Dataset entries:
——————————

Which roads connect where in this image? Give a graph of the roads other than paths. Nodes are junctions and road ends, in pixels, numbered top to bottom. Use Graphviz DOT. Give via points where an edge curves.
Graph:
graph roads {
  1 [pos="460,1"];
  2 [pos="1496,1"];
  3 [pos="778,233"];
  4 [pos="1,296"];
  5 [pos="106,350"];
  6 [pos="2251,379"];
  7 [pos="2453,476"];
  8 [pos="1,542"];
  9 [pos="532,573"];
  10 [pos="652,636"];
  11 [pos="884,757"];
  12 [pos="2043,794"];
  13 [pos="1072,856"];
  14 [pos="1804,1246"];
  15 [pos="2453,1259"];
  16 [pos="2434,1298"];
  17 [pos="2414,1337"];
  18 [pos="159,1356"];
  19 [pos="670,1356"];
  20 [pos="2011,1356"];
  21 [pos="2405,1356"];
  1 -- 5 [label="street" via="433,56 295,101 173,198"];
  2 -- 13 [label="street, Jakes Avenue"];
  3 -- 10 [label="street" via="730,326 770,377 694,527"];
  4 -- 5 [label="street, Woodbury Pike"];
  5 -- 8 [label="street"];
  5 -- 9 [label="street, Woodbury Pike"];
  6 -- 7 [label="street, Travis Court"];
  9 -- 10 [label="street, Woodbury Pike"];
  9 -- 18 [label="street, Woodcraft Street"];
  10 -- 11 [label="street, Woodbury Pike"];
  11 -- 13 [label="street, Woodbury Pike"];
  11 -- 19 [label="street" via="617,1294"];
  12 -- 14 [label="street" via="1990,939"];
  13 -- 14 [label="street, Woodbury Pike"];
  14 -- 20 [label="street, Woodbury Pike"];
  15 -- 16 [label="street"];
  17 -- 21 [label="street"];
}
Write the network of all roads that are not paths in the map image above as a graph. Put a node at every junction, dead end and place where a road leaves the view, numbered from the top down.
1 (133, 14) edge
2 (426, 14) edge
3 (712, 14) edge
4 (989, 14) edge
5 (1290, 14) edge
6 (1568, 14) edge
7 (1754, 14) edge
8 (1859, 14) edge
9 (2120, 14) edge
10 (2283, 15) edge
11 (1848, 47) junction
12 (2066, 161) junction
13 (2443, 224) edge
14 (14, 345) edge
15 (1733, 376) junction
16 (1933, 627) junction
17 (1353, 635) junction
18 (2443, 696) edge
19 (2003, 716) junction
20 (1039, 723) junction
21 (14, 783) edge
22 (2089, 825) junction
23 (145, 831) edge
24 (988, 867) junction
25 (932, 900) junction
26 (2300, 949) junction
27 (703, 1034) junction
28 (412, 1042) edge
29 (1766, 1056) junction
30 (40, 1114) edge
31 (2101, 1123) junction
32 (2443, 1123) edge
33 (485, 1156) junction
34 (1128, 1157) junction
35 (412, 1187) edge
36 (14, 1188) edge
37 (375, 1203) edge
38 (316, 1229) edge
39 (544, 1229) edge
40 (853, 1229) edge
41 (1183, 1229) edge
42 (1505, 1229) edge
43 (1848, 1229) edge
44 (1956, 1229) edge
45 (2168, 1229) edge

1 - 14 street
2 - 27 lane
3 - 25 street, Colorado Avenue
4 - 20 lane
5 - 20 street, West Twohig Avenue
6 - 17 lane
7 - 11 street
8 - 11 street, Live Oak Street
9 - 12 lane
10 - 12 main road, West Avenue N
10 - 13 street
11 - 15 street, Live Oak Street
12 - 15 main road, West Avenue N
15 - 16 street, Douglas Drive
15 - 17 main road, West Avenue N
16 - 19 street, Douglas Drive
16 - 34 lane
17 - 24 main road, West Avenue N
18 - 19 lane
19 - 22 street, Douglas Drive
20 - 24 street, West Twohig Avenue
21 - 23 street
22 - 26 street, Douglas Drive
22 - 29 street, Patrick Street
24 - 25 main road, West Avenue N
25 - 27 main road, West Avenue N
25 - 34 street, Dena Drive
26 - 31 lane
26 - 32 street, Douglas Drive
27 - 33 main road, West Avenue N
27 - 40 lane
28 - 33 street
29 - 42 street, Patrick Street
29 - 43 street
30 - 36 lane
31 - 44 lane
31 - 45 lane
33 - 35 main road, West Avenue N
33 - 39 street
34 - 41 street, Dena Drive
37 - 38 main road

——————————

Return each line from the data where the string "Twohig" can be found.

5 - 20 street, West Twohig Avenue
20 - 24 street, West Twohig Avenue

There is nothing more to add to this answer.